A contingency is a dollar amount built into your budget to cover unexpected costs during the design and construction process and it is typically expressed as a percentage of your total construction cost.
While much work is done in advance to learn the facts about your project, the property, and the parameters by which your project can be designed and constructed, sometimes there are unexpected or unforeseen conditions that are only revealed during demolition or construction. Some examples that we have encountered in previous projects include unacceptable soil materials, underground tanks or piping, structural damage, and insect damage. At the onset of the project discussion, we recommend to all owners that they leave extra room in their budget to cover the cost of resolving such problems. The amount of the construction contingency can vary due to the size, complexity, and known facts about the project; however, a reasonable construction contingency is between 5 and 10 percent of the total cost of construction.
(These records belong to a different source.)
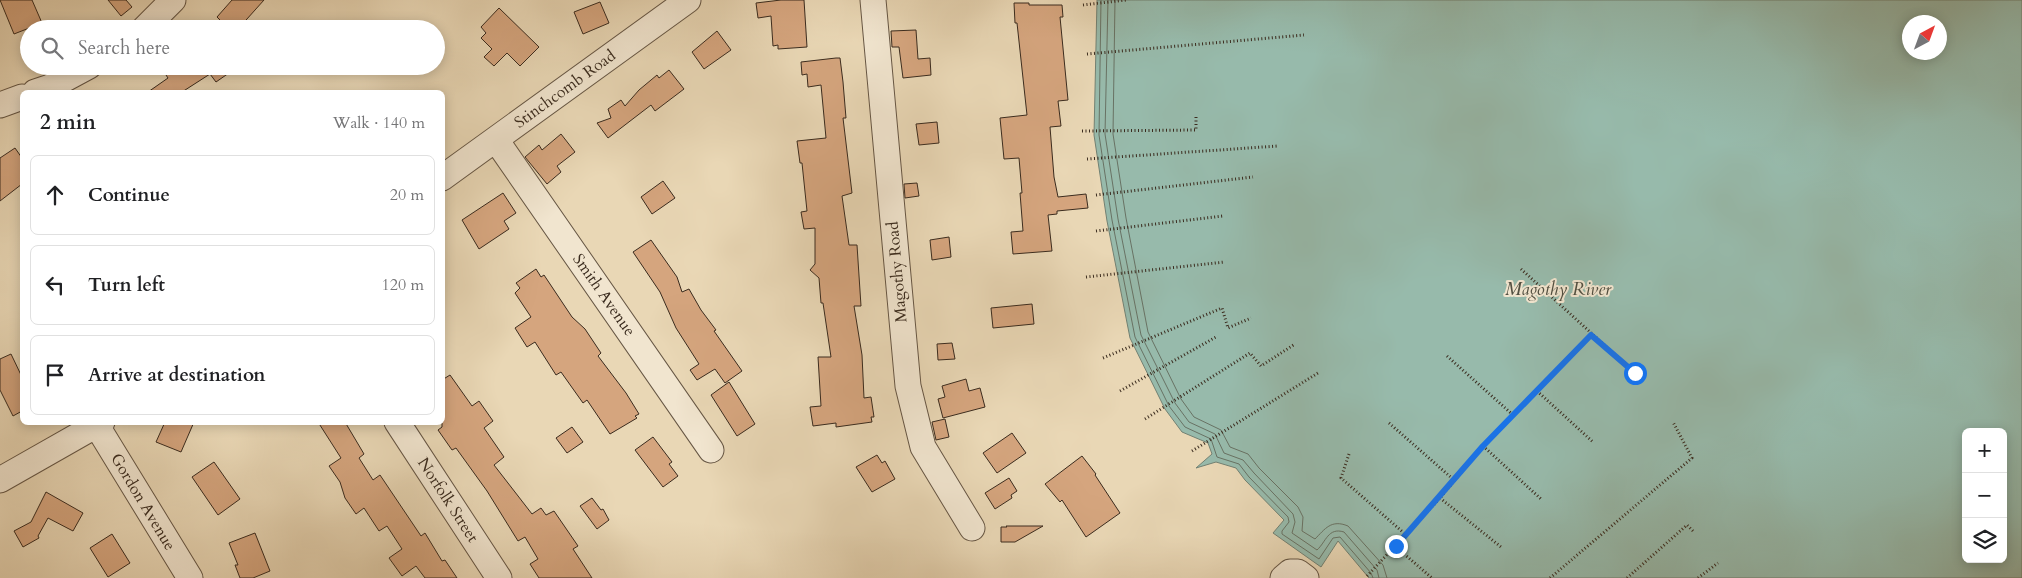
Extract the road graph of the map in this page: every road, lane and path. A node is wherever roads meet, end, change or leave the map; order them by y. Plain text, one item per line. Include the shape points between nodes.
1 (173, 0) edge
2 (688, 0) edge
3 (872, 0) edge
4 (1126, 0) edge
5 (1083, 5) dead end
6 (153, 20) edge
7 (1304, 35) dead end
8 (1086, 54) dead end
9 (72, 75) edge
10 (41, 90) edge
11 (20, 98) edge
12 (0, 105) edge
13 (1196, 116) dead end
14 (1082, 131) dead end
15 (496, 140) junction
16 (1278, 146) dead end
17 (1087, 159) dead end
18 (445, 176) edge
19 (1253, 177) dead end
20 (1096, 195) dead end
21 (1223, 216) dead end
22 (1096, 231) dead end
23 (1225, 262) dead end
24 (1521, 269) dead end
25 (1086, 277) dead end
26 (1251, 318) dead end
27 (1591, 335) junction
28 (1216, 337) dead end
29 (1295, 344) dead end
30 (1447, 356) dead end
31 (1104, 358) dead end
32 (1635, 373) dead end
33 (1318, 374) dead end
34 (1120, 391) dead end
35 (1538, 391) junction
36 (1513, 415) junction
37 (1144, 419) dead end
38 (1673, 422) dead end
39 (1389, 423) dead end
40 (97, 425) edge
41 (100, 425) edge
42 (399, 425) edge
43 (1593, 442) dead end
44 (1483, 446) junction
45 (712, 450) dead end
46 (1192, 451) dead end
47 (1349, 454) dead end
48 (0, 480) edge
49 (1454, 480) junction
50 (1440, 498) junction
51 (1541, 499) dead end
52 (972, 528) dead end
53 (1693, 532) dead end
54 (1405, 534) junction
55 (1396, 546) junction
56 (1501, 547) dead end
57 (1718, 563) dead end
58 (1368, 576) dead end
59 (190, 578) edge
60 (499, 578) edge
61 (1283, 578) edge
62 (1306, 578) edge
63 (1432, 578) edge
64 (1550, 578) edge
65 (1627, 578) edge
66 (1698, 578) edge

1 - 6 street
2 - 15 street, Stinchcomb Road
3 - 52 street, Magothy Road via 908,386 923,448
4 - 5 path
7 - 8 path
9 - 10 street
11 - 12 street
13 - 14 path via 1196,130
15 - 18 street, Stinchcomb Road
15 - 45 street, Smith Avenue
16 - 17 path
19 - 20 path
21 - 22 path
23 - 25 path
24 - 27 path
26 - 31 path via 1228,328 1222,308
27 - 32 path
27 - 35 path
28 - 34 path
29 - 37 path via 1261,366 1250,353
30 - 36 path
33 - 46 path
35 - 36 path
35 - 43 path
36 - 44 path
38 - 64 path via 1692,458
39 - 49 path
40 - 48 street
41 - 59 street, Gordon Avenue
42 - 60 street, Norfolk Street
44 - 49 path
44 - 51 path
47 - 54 path via 1341,478
49 - 50 path
49 - 54 path
50 - 54 path
50 - 56 path
53 - 65 path via 1687,525
54 - 55 path
55 - 58 path
55 - 63 path
57 - 66 path
61 - 62 street via 1290,572 1298,572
When preparing your preliminary budget, it is prudent to also include a design contingency which would cover the cost of any changes you make to the design after construction has commenced. Sometimes, a great idea comes along later in the process or a need may change–it is better to have anticipated such a cost in the preliminary budget than to have to pass on such a great idea or change of need or mind.
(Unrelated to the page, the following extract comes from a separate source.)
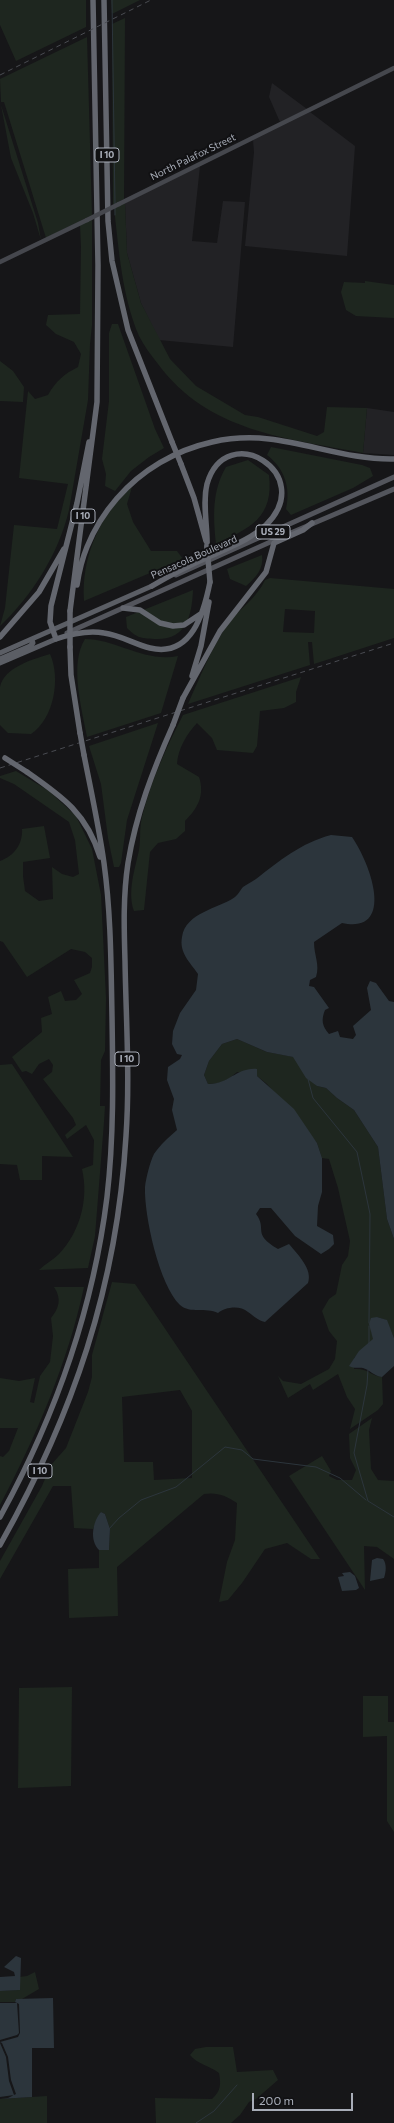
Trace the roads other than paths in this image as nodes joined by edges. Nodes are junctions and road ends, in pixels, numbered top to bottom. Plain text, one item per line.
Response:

Please remember and understand that changes occurring after construction has commenced are often costlier because of scheduling and possible re-work by your builder and architect; however, in most cases, you are doing this project once and you want to get it right and to your liking.
With thorough planning of your preliminary budget to include both a construction and design contingency, you will be more prepared to resolve the unknowns that can occur during the design and construction process.